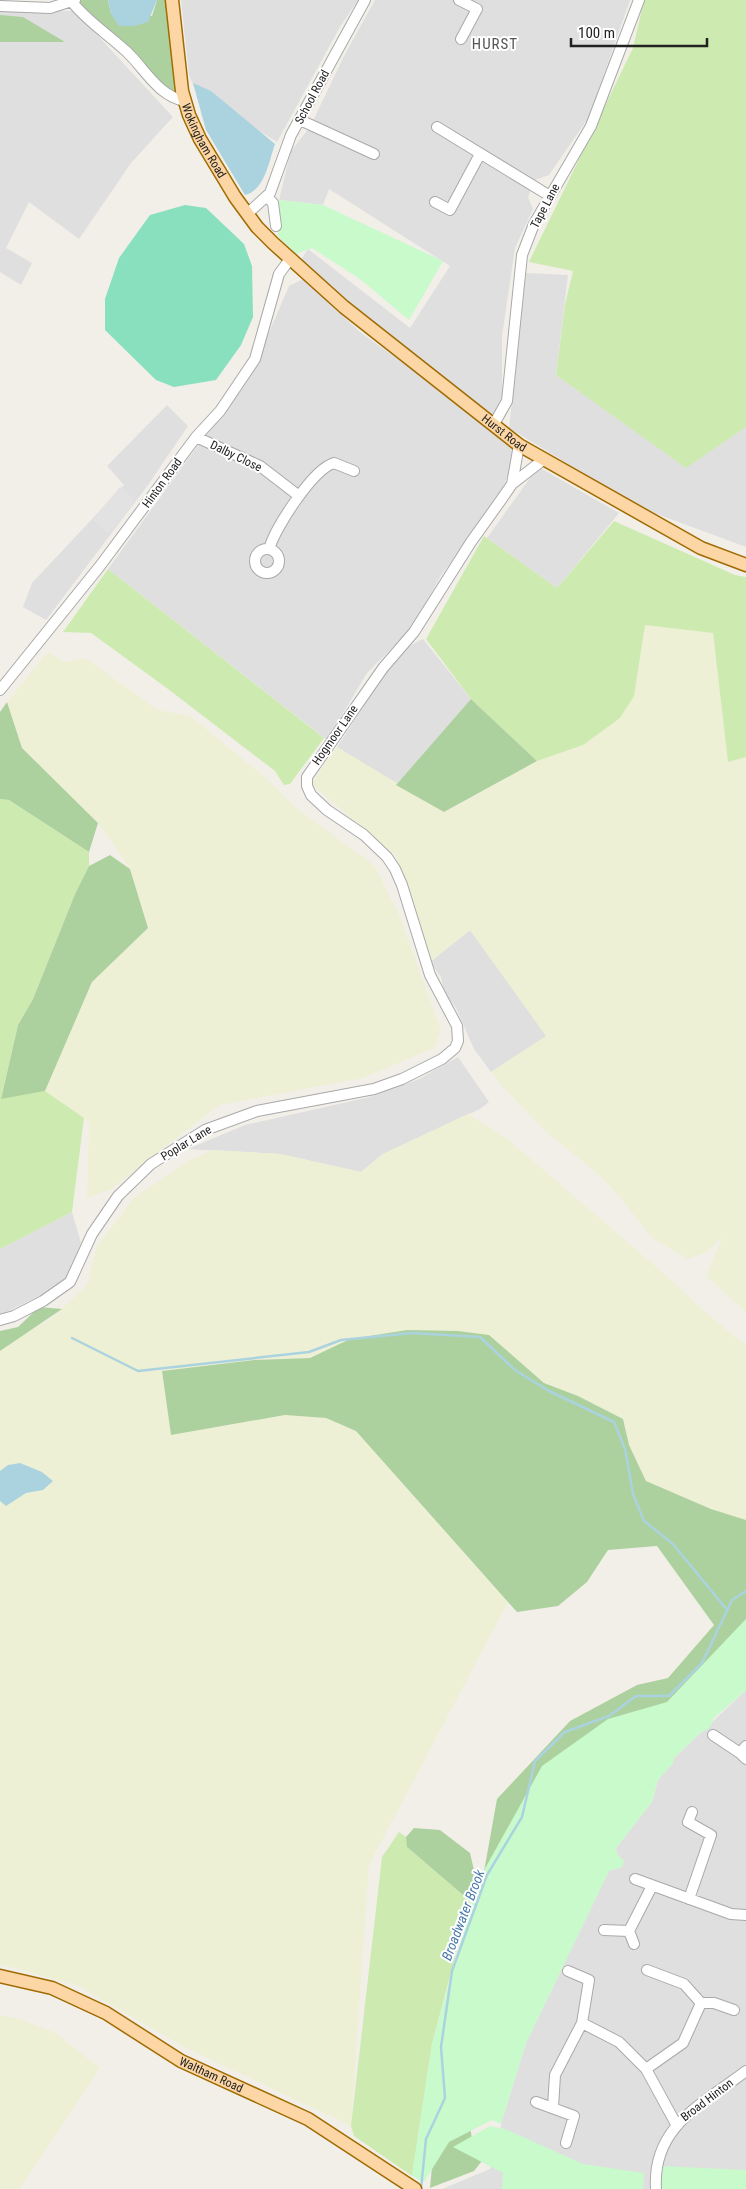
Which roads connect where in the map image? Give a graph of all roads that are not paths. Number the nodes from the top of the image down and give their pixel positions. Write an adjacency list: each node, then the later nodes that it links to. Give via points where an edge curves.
1 (172, 0): 8 (main road, Wokingham Road)
2 (365, 0): 9 (street, School Road)
3 (459, 0): 7 (street, via 477,9)
4 (639, 0): 13 (street, Tape Lane, via 591,126)
5 (74, 1): 6 (street, via 50,8); 8 (street, via 80,13 128,52 159,87)
6 (0, 6)
7 (461, 39)
8 (185, 102): 16 (main road, Wokingham Road, via 200,139)
9 (300, 120): 11 (street); 14 (street, School Road)
10 (437, 127): 12 (street)
11 (374, 154)
12 (480, 154): 13 (street); 15 (street, via 450,210)
13 (550, 196): 19 (street, Tape Lane, via 522,255 507,402)
14 (267, 197): 16 (street, School Road); 17 (street, via 273,203)
15 (435, 202)
16 (247, 214): 18 (main road, Wokingham Road)
17 (276, 226)
18 (290, 259): 19 (main road, Hurst Road, via 364,324); 20 (street, Hinton Road, via 279,274 255,359 220,411)
19 (494, 424): 21 (main road, Hurst Road)
20 (196, 437): 25 (street, Dalby Close, via 260,466); 28 (street, Hinton Road, via 100,566)
21 (519, 445): 22 (main road, Hurst Road); 24 (street, Hogmoor Lane)
22 (543, 460): 24 (street, Hogmoor Lane); 27 (main road, Hurst Road, via 701,548)
23 (354, 471): 25 (street, via 339,464 328,464)
24 (512, 484): 29 (street, Hogmoor Lane, via 414,632 384,668 306,781 311,795 364,835 387,857 395,870 437,991 454,1019)
25 (299, 496): 26 (street, via 276,531)
26 (269, 549)
27 (746, 566)
28 (0, 690)
29 (458, 1041): 30 (street, Poplar Lane, via 442,1059 374,1089 257,1111 204,1130 151,1164 118,1196 92,1234 70,1282 43,1301)
30 (0, 1320)
31 (713, 1736): 32 (street)
32 (744, 1753)
33 (690, 1817): 35 (street)
34 (717, 1825): 35 (street)
35 (711, 1835): 38 (street)
36 (635, 1879): 37 (street)
37 (652, 1886): 38 (street); 41 (street)
38 (689, 1899): 39 (street, via 731,1914)
39 (746, 1915)
40 (604, 1930): 41 (street)
41 (628, 1931): 42 (street)
42 (634, 1944)
43 (647, 1970): 46 (street, via 684,1984)
44 (568, 1971): 48 (street, via 589,1980)
45 (0, 1976): 55 (main road, Waltham Road, via 52,1988 106,2013 181,2061 308,2119)
46 (700, 2003): 47 (street); 49 (street, via 683,2043)
47 (734, 2010)
48 (582, 2023): 49 (street, via 619,2042); 52 (street, via 555,2074)
49 (646, 2069): 53 (street)
50 (746, 2071): 53 (street, Broad Hinton)
51 (536, 2102): 52 (street)
52 (553, 2108): 54 (street, via 574,2116)
53 (676, 2124): 56 (street, Broad Hinton, via 658,2160)
54 (566, 2143)
55 (415, 2189)
56 (656, 2189)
----------------------------------------
EXERCISE INSTRUCTIONS: Where a line in the records above contains the string "Hogmoor", return that line.

RESPONSE:
21 (519, 445): 22 (main road, Hurst Road); 24 (street, Hogmoor Lane)
22 (543, 460): 24 (street, Hogmoor Lane); 27 (main road, Hurst Road, via 701,548)
24 (512, 484): 29 (street, Hogmoor Lane, via 414,632 384,668 306,781 311,795 364,835 387,857 395,870 437,991 454,1019)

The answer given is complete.